Dimensionality reduction and visualisation of hyperspectral ink data using t-SNE

Forensic Sci Int. 2020 Jun;311:110194. doi: 10.1016/j.forsciint.2020.110194. Epub 2020 Feb 12.

Abstract

Ink analysis is an important tool in forensic science and document analysis. Hyperspectral imaging (HSI) captures large number of narrowband images across the electromagnetic spectrum. HSI is one of the non-invasive tools used in forensic document analysis, especially for ink analysis. The substantial information from multiple bands in HSI images empowers us to make non-destructive diagnosis and identification of forensic evidence in questioned documents. The presence of numerous band information in HSI data makes processing and storing becomes a computationally challenging task. Therefore, dimensionality reduction and visualization play a vital role in HSI data processing to achieve efficient processing and effortless understanding of the data. In this paper, an advanced approach known as t-Distributed Stochastic Neighbor embedding (t-SNE) algorithm is introduced into the ink analysis problem. t-SNE extracts the non-linear similarity features between spectra to scale them into a lower dimension.
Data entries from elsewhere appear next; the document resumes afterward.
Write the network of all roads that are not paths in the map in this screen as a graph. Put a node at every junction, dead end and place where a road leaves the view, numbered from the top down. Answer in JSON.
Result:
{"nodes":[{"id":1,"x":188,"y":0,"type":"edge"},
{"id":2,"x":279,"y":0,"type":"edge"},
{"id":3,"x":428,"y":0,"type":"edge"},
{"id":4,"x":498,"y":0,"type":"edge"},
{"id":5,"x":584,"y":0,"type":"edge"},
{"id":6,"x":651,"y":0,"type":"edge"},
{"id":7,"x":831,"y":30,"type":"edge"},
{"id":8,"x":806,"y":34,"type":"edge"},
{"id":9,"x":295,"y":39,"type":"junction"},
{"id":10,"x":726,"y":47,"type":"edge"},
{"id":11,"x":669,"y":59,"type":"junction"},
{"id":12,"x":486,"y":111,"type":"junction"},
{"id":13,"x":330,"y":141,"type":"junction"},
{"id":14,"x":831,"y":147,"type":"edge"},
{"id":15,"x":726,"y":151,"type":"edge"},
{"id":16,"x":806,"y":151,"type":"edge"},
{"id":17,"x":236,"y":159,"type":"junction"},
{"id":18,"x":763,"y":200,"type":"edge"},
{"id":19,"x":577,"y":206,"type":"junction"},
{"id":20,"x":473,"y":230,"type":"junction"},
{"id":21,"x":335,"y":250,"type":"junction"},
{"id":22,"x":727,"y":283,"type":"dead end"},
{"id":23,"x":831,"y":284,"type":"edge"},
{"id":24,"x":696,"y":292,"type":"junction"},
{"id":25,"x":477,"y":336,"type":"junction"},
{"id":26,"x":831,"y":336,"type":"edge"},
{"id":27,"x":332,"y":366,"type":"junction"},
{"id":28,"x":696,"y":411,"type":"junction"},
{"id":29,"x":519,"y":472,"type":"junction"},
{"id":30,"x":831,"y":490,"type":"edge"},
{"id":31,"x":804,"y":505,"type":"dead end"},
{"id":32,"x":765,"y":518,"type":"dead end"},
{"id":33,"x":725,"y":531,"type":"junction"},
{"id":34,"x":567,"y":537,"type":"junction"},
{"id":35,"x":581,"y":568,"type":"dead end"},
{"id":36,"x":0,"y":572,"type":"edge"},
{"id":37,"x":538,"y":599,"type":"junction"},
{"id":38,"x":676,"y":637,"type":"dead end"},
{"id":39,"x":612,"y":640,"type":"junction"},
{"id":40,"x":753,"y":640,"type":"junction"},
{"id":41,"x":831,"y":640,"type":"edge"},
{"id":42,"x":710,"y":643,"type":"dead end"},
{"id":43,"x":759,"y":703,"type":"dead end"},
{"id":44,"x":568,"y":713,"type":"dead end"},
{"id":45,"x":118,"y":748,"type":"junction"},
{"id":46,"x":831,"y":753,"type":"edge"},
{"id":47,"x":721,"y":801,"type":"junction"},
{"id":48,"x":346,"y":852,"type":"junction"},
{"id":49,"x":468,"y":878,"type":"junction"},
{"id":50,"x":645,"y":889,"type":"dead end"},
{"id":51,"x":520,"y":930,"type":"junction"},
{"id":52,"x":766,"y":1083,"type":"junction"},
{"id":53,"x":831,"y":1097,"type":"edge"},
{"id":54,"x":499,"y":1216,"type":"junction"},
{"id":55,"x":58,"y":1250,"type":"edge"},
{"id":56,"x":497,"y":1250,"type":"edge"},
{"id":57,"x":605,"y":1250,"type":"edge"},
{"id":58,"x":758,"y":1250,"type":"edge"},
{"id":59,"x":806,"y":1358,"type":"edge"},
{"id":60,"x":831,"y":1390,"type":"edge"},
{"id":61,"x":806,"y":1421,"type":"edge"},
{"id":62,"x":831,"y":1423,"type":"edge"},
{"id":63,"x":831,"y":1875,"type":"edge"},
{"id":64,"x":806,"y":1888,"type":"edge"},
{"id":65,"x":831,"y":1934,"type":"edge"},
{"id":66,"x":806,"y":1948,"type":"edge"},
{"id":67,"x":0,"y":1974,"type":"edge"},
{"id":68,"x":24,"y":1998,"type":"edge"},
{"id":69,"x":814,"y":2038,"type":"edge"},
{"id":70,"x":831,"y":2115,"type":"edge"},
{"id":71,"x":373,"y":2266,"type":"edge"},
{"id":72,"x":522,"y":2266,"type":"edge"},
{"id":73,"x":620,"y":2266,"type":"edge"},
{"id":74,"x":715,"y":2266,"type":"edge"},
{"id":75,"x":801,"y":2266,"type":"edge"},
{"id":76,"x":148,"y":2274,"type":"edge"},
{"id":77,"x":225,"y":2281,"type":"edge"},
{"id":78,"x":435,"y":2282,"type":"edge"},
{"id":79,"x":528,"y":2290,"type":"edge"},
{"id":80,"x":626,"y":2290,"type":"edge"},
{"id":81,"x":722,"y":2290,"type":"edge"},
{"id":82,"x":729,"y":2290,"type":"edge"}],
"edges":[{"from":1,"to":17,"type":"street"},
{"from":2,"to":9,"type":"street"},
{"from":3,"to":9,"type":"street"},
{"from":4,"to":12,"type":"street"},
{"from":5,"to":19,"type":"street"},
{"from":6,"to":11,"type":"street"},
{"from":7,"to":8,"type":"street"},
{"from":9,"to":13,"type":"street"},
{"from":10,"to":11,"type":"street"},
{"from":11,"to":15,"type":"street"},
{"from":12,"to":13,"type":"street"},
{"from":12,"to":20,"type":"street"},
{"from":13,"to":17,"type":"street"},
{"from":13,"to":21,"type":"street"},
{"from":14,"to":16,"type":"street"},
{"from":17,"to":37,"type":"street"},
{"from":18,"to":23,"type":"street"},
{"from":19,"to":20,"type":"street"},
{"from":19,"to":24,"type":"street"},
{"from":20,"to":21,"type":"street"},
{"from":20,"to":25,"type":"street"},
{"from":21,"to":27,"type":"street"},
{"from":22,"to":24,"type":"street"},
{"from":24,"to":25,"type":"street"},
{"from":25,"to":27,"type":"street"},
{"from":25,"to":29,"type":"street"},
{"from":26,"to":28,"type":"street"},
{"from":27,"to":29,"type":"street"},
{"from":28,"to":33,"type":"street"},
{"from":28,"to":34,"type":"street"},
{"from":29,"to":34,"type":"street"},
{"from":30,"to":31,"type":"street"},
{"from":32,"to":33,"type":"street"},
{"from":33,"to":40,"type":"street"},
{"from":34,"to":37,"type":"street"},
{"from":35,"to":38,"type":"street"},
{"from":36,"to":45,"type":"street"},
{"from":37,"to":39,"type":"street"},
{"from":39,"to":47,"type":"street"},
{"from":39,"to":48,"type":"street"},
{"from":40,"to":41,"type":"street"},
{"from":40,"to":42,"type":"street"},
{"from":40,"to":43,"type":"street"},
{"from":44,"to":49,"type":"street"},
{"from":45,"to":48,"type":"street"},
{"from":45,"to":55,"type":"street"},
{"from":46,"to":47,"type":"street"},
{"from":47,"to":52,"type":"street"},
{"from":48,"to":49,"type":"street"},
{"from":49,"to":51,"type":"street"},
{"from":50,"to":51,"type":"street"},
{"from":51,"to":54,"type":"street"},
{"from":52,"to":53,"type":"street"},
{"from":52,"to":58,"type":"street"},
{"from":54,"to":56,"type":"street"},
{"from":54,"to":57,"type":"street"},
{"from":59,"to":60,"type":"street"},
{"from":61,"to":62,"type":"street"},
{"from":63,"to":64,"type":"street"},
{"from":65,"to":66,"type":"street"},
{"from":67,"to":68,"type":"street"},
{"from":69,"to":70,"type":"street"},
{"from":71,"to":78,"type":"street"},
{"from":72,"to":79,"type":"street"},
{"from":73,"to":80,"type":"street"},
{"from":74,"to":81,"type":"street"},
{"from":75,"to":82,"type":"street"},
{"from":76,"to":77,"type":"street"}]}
This capability of the t-SNE algorithm for ink spectral data is verified visually and quantitatively, the two-dimensional data generated by the t-SNE showed a better visualization and a greater improvement in clustering quality in comparison with Principal Component Analysis (PCA).

Keywords: Dimensionality reduction; Hyperspectral imaging; Ink analysis; Visualisation; t-SNE.